Let $F$ be a hyperplane in $\mathbb{R}^n$. Let $0 \neq a = \begin{pmatrix} x_1 \dots x_n \end{pmatrix}^\top$ and $F=\{x\in \mathbb{R}^n \mid a \bullet x=0\}$. If we use $N=\frac{a}{\mid a \mid}$ we have $F=\{x\in \mathbb{R}^n \mid N \bullet x=0\}$.
Now I wanted to prove the formula $d_F(y)=\mid y-P_Fy\mid=\mid y\bullet N \mid$, which is the distance between the vector $y$ and the plane $F$.

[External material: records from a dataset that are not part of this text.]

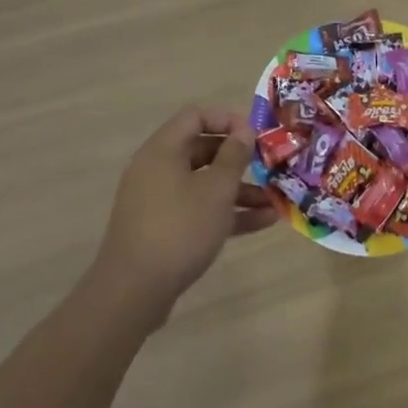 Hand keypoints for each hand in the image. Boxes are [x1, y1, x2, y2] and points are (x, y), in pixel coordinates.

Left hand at [93, 106, 279, 319]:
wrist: (133, 291)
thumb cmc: (179, 228)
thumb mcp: (216, 190)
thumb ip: (234, 156)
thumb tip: (244, 131)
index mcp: (163, 150)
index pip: (195, 115)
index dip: (227, 119)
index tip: (254, 135)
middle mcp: (157, 169)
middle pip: (202, 150)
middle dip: (238, 159)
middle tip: (268, 166)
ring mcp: (159, 201)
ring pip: (204, 184)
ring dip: (239, 190)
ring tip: (274, 201)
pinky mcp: (163, 229)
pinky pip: (198, 209)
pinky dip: (226, 212)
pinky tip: (262, 223) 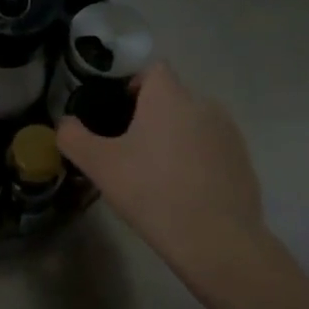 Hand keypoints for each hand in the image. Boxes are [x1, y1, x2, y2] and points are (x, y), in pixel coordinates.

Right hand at [57, 63, 280, 294]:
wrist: (216, 239)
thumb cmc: (152, 192)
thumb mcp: (100, 166)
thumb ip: (73, 137)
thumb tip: (65, 124)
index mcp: (169, 96)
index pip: (153, 69)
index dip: (134, 85)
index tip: (119, 114)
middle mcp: (202, 103)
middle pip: (172, 97)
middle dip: (153, 115)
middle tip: (132, 150)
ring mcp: (228, 132)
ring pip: (193, 122)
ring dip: (177, 137)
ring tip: (160, 174)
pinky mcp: (243, 160)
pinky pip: (213, 148)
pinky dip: (198, 159)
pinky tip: (186, 191) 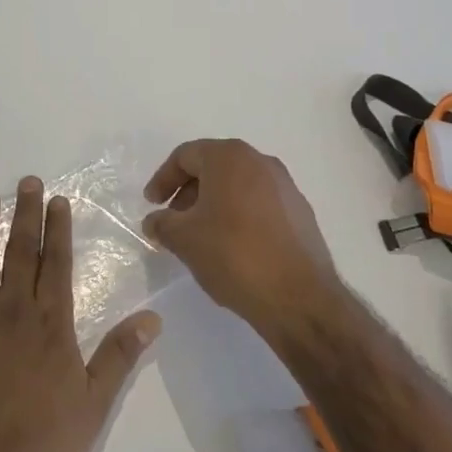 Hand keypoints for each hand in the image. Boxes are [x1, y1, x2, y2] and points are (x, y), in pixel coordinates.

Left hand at [0, 177, 161, 451]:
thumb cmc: (36, 449)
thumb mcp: (92, 408)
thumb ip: (118, 357)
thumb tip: (152, 317)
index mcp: (51, 325)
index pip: (58, 264)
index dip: (59, 230)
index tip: (58, 201)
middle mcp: (13, 311)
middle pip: (21, 252)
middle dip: (26, 214)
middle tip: (26, 182)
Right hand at [142, 139, 343, 332]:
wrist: (298, 296)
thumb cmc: (233, 255)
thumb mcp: (184, 239)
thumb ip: (162, 223)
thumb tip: (155, 221)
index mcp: (229, 157)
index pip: (186, 155)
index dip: (163, 179)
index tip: (152, 204)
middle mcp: (260, 161)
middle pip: (213, 167)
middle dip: (188, 191)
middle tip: (173, 220)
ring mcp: (285, 186)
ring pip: (237, 185)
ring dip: (213, 204)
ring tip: (200, 236)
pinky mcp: (300, 212)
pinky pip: (259, 203)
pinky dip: (238, 215)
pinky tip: (232, 246) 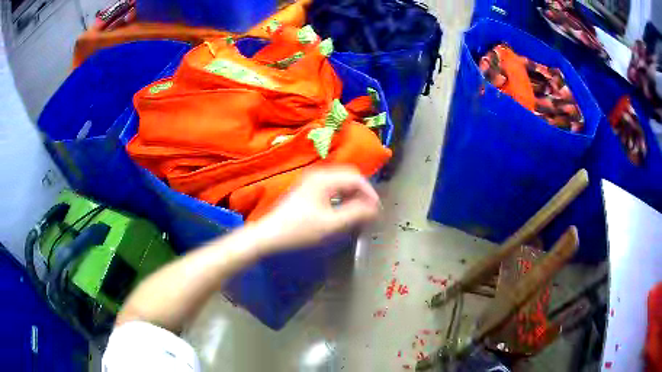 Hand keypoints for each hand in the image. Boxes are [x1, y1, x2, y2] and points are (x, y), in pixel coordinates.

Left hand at [251, 166, 379, 252]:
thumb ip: (356, 214)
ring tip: (359, 213)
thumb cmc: (300, 230)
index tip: (377, 210)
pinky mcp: (307, 189)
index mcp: (325, 178)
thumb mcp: (331, 225)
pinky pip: (331, 187)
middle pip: (349, 177)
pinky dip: (342, 196)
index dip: (370, 193)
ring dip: (352, 195)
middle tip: (369, 211)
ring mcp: (311, 180)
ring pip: (340, 182)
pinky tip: (342, 210)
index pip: (357, 178)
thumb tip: (375, 208)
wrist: (269, 235)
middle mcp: (318, 174)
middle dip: (362, 193)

The proof follows like this: bcs $y-P_Fy\in F^\perp$ we have $y-P_Fy=\lambda N$, for some $\lambda \in\mathbb{R}$. Multiplaying both sides with $N$ we have $\lambda = (y-P_Fy)\bullet N$, now we have: $$d_F(y)=\mid y-P_Fy\mid=\mid\lambda\mid=\mid (y-P_Fy)\bullet N\mid=\mid y\bullet N\mid$$
My first question: is $\mid y-P_Fy\mid=\mid\lambda\mid$, bcs $y-P_Fy=\lambda N$ and $\mid N \mid =1$.
My second question: why is $\mid (y-P_Fy)\bullet N\mid=\mid y \bullet N \mid$.
$P_Fy$ means the projection of $y$ into $F$, hence $P_F y \cdot N = 0$. Now $|(y - P_F y) \cdot N| = |y \cdot N| = |\lambda|$.